El móvil vibró en el interior de su bolsillo.
Tras removerse en su silla, sacó el teléfono y vio el número de la casa de Gayle parpadeando en la pantalla. Con un quejido interior, pensó en no contestar, pero sabía que eso sería posponer lo inevitable.
Había intentado ser amable.
No dio resultado.
Aquella mujer no captaba la indirecta.
– ¡Hola! -contestó, detestando el alegre tono de su propia voz. Sonaba tan falso como sus sentimientos.
– ¿Cómo estás? -Su voz también era demasiado animada, algo jadeante. -Ocupado.
– Como siempre. -Dejó escapar un suspiro y él imaginó su cara, cambiando por el enfado.
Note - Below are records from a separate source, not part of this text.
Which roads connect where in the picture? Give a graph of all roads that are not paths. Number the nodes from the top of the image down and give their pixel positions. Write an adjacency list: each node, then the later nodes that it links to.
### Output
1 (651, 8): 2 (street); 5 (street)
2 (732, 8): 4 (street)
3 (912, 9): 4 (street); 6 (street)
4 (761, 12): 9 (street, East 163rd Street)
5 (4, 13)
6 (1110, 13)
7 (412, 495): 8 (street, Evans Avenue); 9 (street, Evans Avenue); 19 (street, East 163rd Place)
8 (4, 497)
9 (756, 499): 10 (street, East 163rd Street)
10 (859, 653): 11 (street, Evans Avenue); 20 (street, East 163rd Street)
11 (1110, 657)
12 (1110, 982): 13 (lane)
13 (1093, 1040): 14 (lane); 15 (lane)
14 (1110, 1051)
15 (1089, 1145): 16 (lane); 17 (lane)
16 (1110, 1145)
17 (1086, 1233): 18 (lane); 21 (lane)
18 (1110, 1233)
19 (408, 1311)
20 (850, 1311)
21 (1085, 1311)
Por Dios, ¿cómo había llegado a pensar que era mona?-. Supongo que estás en Baton Rouge y que no tienes tiempo para tomar una copa ni nada de eso.
– Me temo que no, Gayle.
– Yo podría ir para allá.
Jay no le dijo que se encontraba en Nueva Orleans. No tenía pensado pasar la noche allí de todas formas, y desde luego que no tenía pensado pasarla con Gayle.
– Estoy trabajando.
– Bueno -continuó ella, y él la imaginó caminando sobre la mullida alfombra de su casa, probablemente ante los amplios ventanales para contemplar la noche. La sugerencia no fue inesperada-. No vas a estar trabajando toda la maldita noche, ¿verdad? Podría quedarme…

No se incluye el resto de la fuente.